WHAT YOU NEED TO DO: From the first line through the line containing "Write the network", transcribe the records exactly and include no other lines.

Stored dataset items:
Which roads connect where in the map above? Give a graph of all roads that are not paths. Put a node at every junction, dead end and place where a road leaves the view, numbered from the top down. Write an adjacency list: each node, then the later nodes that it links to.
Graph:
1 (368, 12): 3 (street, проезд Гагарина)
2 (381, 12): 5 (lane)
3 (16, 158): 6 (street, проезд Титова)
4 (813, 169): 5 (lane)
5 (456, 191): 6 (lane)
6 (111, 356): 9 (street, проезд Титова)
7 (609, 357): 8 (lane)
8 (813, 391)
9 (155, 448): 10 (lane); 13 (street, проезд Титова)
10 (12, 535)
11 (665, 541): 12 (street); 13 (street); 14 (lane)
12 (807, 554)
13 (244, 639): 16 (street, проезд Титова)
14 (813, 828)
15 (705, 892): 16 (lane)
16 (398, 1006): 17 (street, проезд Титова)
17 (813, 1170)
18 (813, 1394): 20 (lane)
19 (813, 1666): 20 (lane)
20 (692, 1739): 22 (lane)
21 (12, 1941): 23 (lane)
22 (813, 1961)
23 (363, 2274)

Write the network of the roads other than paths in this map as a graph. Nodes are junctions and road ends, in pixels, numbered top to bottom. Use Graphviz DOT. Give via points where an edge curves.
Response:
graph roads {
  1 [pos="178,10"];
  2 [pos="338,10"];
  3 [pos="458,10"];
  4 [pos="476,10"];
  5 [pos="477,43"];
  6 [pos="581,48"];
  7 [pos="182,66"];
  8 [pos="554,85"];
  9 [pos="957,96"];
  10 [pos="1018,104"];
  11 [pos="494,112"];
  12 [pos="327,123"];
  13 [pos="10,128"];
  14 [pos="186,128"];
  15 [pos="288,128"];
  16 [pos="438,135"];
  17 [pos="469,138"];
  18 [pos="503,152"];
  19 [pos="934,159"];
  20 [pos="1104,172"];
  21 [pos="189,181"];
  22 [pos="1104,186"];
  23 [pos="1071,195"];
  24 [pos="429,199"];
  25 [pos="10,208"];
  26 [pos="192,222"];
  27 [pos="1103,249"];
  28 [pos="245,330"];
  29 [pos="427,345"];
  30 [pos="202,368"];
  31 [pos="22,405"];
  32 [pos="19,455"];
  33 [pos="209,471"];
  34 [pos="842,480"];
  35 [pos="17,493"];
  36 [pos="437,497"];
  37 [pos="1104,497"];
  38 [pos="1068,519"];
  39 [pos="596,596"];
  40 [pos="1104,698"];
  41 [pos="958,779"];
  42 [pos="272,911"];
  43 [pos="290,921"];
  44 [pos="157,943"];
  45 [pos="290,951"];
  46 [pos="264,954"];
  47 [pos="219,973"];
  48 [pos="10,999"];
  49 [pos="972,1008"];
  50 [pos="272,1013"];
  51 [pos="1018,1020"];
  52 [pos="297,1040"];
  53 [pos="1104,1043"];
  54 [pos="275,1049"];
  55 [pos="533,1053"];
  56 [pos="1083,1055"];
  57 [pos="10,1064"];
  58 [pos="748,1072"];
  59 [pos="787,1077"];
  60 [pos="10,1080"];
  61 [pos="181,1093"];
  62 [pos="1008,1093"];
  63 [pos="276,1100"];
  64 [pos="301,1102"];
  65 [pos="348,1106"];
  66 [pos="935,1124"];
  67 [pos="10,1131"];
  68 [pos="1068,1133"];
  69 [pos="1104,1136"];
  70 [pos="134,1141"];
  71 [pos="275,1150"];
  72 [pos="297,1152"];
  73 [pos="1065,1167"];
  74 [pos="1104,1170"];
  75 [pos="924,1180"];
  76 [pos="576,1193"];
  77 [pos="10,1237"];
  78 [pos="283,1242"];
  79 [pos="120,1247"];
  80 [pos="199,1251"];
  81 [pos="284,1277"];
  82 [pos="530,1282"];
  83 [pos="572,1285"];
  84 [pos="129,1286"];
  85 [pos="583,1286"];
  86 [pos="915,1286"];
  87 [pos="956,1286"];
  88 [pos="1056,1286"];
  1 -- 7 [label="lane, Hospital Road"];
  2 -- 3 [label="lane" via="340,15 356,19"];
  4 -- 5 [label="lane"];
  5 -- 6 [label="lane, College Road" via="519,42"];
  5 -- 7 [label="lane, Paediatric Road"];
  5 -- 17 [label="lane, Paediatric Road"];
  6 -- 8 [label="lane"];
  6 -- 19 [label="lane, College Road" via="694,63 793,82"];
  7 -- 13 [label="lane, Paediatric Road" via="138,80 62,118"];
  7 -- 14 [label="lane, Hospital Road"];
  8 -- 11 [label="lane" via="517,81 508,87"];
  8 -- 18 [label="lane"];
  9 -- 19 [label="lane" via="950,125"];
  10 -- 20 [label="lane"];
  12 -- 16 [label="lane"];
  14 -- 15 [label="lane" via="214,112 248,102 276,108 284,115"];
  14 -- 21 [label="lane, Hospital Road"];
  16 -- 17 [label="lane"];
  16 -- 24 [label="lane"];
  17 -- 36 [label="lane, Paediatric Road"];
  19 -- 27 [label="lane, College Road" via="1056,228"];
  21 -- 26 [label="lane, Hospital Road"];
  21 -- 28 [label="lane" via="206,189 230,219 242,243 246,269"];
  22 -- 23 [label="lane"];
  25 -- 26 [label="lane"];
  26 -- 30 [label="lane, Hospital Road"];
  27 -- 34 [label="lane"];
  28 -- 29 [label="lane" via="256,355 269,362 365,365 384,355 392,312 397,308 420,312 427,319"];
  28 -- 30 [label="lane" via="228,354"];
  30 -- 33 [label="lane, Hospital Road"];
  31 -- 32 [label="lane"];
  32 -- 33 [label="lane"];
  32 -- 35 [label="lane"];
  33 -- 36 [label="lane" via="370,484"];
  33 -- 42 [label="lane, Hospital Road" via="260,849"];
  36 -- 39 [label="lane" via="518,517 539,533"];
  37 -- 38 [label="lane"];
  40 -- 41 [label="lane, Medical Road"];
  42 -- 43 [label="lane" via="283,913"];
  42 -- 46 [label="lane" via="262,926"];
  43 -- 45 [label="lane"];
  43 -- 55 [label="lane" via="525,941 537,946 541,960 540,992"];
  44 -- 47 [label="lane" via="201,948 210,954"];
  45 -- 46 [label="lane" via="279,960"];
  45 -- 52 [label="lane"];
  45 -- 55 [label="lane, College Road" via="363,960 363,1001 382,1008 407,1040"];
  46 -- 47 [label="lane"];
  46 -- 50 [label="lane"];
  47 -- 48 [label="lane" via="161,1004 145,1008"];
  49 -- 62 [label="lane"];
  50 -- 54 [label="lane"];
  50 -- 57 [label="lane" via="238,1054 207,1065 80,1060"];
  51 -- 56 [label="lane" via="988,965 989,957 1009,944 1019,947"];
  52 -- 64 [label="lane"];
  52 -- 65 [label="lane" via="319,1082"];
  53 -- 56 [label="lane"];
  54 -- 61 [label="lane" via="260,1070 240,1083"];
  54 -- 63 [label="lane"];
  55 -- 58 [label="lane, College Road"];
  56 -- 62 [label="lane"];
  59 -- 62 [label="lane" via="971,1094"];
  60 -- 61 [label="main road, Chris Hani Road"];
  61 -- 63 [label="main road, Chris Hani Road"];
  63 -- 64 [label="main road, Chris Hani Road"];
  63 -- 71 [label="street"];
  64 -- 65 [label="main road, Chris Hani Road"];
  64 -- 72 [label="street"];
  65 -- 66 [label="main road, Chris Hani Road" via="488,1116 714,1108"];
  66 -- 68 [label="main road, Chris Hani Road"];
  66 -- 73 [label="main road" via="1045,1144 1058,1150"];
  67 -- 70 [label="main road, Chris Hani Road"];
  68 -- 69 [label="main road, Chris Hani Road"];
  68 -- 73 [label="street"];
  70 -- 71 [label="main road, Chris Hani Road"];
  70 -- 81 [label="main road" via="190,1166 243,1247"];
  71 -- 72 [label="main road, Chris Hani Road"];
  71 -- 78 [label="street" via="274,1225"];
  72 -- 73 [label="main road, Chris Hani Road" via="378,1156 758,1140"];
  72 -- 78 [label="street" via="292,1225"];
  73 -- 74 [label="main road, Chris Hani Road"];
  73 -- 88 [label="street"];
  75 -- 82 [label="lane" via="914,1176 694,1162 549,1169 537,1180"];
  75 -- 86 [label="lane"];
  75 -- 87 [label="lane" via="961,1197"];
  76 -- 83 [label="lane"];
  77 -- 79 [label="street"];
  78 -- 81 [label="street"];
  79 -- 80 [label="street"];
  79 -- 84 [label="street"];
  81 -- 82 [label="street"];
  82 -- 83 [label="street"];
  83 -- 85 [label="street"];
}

TASK OUTPUT:
Which roads connect where in the map above? Give a graph of all roads that are not paths. Put a node at every junction, dead end and place where a road leaves the view, numbered from the top down. Write an adjacency list: each node, then the later nodes that it links to.
Graph:
1 (368, 12): 3 (street, проезд Гагарина)
2 (381, 12): 5 (lane)
3 (16, 158): 6 (street, проезд Титова)
4 (813, 169): 5 (lane)
5 (456, 191): 6 (lane)
6 (111, 356): 9 (street, проезд Титова)
7 (609, 357): 8 (lane)
8 (813, 391)
9 (155, 448): 10 (lane); 13 (street, проезд Титова)
10 (12, 535)
11 (665, 541): 12 (street); 13 (street); 14 (lane)
12 (807, 554)
13 (244, 639): 16 (street, проезд Титова)
14 (813, 828)
15 (705, 892): 16 (lane)
16 (398, 1006): 17 (street, проезд Титова)
17 (813, 1170)
18 (813, 1394): 20 (lane)
19 (813, 1666): 20 (lane)
20 (692, 1739): 22 (lane)
21 (12, 1941): 23 (lane)
22 (813, 1961)
23 (363, 2274)

Write the network of the roads other than paths in this map as a graph. Nodes are junctions and road ends, in pixels, numbered top to bottom. Use Graphviz DOT. Give via points where an edge curves.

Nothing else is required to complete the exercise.